EXERCISE MATERIALS →
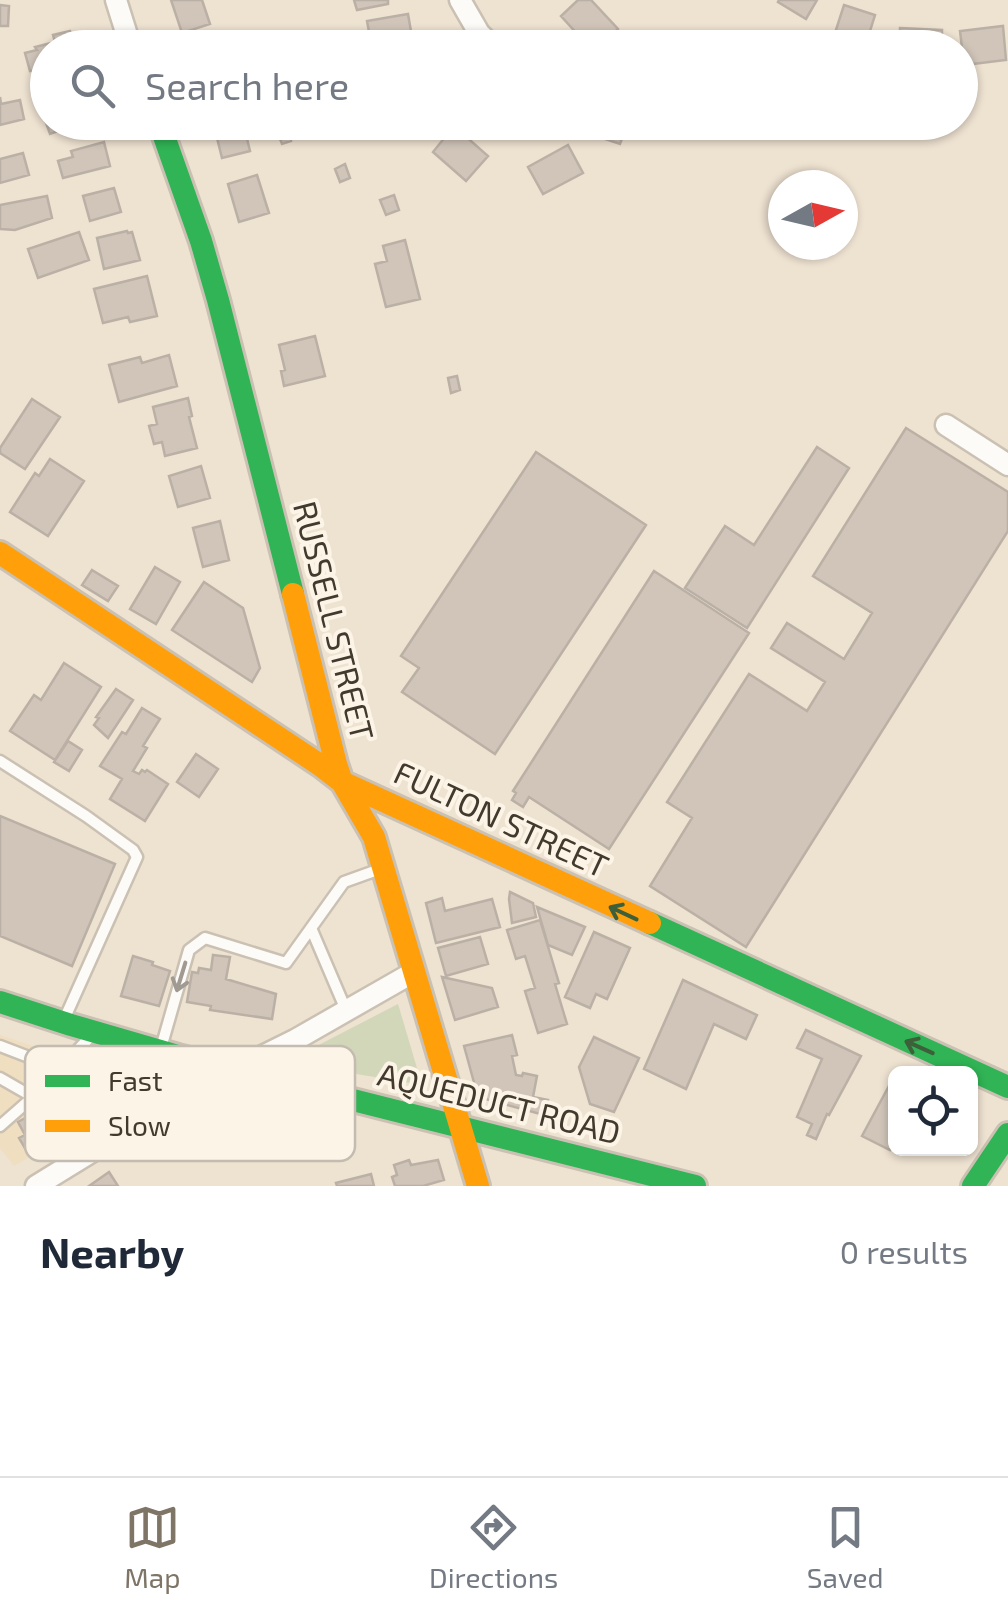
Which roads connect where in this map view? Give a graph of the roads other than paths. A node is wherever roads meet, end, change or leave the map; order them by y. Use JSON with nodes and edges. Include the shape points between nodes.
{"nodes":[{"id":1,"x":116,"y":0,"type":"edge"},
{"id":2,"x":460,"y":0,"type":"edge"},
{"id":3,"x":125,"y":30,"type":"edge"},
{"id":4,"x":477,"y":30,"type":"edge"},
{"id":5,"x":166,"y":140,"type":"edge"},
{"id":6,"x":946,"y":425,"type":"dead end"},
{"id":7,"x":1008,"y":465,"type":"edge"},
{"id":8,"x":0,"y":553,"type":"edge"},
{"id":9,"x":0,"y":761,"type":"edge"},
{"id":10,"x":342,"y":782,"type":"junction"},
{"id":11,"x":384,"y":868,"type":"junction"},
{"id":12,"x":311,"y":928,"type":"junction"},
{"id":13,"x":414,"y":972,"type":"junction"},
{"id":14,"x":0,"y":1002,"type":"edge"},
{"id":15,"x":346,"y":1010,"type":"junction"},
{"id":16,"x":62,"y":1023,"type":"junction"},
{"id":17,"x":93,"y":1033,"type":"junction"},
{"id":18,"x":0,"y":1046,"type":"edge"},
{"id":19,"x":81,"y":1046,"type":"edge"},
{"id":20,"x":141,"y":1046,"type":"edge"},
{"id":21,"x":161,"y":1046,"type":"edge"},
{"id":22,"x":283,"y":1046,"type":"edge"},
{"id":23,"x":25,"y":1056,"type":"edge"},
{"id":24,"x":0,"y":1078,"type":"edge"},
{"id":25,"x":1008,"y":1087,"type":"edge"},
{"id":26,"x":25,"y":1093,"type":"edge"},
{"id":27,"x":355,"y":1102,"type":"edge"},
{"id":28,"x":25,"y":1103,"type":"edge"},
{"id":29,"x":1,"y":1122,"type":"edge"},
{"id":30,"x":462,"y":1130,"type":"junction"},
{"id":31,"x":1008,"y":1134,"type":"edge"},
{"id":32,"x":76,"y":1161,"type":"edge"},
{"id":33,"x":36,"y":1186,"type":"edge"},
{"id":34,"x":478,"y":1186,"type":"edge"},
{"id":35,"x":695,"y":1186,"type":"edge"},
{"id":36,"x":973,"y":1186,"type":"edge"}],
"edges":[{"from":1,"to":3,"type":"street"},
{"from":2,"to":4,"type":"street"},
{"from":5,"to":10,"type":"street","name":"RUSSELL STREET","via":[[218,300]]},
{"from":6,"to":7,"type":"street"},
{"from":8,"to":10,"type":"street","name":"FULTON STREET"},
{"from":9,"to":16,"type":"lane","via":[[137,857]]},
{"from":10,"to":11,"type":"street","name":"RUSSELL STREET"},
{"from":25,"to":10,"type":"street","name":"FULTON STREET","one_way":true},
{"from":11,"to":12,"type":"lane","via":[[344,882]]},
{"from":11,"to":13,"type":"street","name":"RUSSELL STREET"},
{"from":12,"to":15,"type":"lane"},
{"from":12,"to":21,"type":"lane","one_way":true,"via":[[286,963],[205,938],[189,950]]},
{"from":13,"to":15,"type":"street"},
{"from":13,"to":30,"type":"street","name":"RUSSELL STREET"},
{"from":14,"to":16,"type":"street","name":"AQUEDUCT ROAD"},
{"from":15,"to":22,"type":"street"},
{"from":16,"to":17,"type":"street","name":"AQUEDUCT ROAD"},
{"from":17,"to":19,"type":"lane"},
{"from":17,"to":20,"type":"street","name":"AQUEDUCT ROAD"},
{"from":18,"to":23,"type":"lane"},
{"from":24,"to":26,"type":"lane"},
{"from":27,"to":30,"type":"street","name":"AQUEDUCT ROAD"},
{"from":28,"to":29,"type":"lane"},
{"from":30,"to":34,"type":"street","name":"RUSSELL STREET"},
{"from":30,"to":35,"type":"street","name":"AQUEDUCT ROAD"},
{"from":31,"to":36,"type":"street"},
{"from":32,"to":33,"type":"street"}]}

WHAT THIS TASK INVOLVES → How many of the lines above include the word "FULTON"? Give that number without comment.

RESULT FOR THIS TASK → 2